##### DATA IN THIS EXERCISE
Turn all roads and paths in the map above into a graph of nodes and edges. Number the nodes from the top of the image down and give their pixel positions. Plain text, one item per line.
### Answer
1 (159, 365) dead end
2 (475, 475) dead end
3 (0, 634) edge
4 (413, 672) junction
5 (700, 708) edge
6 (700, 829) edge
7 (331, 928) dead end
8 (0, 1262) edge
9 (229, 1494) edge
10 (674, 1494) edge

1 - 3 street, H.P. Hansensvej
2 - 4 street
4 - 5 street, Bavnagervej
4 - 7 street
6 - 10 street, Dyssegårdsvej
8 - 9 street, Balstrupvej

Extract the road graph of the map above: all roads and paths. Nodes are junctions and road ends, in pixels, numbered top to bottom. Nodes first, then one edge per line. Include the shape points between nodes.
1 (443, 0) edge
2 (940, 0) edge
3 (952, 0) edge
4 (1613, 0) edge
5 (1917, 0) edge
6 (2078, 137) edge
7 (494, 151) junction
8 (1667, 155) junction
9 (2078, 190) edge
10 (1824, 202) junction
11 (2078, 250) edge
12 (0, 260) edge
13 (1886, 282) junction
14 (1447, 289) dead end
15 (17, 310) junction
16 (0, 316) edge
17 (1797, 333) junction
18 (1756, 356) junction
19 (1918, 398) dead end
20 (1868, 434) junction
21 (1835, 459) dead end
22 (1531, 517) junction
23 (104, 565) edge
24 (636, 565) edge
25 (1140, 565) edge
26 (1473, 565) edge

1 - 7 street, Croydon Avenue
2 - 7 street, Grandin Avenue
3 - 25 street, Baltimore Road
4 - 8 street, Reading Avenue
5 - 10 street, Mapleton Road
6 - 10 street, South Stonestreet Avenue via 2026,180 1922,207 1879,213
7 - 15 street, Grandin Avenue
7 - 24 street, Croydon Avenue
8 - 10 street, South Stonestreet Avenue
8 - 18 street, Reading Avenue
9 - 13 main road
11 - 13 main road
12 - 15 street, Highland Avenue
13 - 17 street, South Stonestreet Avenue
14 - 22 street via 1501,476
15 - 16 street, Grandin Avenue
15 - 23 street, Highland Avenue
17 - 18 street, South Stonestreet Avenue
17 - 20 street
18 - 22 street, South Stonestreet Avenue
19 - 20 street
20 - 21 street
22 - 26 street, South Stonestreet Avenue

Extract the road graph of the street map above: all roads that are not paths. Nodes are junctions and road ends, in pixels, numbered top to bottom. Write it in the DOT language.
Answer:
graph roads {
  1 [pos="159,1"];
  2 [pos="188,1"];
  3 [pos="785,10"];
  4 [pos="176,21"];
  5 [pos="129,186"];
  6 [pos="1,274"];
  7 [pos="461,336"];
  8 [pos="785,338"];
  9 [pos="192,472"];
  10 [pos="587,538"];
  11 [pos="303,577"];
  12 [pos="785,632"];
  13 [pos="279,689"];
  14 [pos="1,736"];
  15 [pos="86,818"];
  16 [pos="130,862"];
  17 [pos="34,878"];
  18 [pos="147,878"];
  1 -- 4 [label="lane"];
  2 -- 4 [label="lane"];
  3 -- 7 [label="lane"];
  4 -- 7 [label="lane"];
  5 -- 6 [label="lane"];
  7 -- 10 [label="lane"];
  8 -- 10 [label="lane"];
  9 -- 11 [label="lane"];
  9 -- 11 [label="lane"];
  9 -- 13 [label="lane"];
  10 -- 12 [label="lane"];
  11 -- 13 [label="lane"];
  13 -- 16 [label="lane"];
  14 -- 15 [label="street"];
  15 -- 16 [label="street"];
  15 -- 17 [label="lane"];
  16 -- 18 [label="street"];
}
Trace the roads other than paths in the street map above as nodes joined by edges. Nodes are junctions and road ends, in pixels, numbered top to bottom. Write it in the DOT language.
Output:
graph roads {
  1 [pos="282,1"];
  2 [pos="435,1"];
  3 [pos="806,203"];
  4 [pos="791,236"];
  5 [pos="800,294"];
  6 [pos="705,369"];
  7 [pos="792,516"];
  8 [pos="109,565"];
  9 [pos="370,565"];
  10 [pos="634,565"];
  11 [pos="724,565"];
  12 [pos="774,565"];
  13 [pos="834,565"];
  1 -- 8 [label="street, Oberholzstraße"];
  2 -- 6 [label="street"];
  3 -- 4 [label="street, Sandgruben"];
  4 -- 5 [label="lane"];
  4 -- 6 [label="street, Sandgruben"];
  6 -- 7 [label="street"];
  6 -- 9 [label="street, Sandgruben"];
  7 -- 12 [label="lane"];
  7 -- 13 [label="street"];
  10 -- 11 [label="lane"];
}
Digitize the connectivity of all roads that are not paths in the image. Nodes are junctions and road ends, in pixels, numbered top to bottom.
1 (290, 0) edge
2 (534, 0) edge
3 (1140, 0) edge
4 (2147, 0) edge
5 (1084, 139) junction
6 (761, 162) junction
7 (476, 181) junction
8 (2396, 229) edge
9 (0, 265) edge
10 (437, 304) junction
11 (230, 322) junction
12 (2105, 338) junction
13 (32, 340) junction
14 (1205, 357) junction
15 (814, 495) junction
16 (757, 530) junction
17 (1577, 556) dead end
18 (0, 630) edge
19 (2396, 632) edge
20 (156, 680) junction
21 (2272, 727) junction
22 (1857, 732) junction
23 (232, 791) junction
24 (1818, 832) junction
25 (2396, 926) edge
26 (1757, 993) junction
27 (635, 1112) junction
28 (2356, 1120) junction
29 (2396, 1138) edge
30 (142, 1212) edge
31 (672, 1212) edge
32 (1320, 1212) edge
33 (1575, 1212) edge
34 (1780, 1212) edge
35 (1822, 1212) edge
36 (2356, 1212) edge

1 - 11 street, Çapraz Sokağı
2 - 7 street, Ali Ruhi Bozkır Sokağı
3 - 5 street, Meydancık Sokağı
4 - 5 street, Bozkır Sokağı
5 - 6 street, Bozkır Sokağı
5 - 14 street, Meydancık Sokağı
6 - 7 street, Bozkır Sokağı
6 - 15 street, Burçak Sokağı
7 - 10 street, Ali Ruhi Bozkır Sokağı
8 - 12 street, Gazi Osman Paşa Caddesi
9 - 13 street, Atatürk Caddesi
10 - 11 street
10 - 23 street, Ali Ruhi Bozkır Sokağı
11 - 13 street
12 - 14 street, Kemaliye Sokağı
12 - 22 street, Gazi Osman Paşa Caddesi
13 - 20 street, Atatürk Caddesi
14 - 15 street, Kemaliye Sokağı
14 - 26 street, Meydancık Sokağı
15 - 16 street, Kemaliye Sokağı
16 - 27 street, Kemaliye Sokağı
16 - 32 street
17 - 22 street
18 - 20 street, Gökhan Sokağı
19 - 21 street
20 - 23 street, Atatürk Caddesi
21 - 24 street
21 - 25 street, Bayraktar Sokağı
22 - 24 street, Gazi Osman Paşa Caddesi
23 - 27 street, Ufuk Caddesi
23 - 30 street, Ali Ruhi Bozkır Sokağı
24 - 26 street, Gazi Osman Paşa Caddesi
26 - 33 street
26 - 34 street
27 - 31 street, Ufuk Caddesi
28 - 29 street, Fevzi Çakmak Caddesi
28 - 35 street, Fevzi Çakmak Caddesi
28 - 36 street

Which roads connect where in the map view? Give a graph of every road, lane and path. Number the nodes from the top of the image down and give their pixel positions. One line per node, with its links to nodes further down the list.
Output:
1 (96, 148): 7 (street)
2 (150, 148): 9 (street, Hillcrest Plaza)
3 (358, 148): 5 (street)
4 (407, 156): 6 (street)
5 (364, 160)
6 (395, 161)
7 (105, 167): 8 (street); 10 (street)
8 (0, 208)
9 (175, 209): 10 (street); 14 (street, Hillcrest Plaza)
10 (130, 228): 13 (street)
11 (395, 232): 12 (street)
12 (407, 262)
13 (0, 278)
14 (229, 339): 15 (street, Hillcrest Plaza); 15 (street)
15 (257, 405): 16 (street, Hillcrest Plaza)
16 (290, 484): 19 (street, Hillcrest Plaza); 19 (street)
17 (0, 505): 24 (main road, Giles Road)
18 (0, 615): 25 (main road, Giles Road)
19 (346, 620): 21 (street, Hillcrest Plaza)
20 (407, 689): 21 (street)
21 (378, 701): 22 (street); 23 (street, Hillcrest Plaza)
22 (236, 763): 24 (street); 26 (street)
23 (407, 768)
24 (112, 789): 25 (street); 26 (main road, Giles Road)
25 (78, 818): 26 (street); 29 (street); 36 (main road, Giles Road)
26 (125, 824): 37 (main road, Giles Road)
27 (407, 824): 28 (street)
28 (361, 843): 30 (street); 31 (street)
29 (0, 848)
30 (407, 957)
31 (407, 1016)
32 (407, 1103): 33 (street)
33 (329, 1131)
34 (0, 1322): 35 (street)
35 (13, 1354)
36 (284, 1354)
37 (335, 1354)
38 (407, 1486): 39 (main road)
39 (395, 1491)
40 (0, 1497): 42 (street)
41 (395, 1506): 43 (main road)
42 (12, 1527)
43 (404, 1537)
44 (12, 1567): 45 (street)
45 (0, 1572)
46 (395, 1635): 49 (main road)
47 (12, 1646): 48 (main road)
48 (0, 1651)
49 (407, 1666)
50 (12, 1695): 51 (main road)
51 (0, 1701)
##########
▶ **TASK TO CARRY OUT**: Which lines above hold the string "their"? Copy each of them.

▶ **SOLUTION**:
Turn all roads and paths in the map above into a graph of nodes and edges. Number the nodes from the top of the image down and give their pixel positions. Plain text, one item per line.
Which roads connect where in the map view? Give a graph of every road, lane and path. Number the nodes from the top of the image down and give their pixel positions. One line per node, with its links to nodes further down the list.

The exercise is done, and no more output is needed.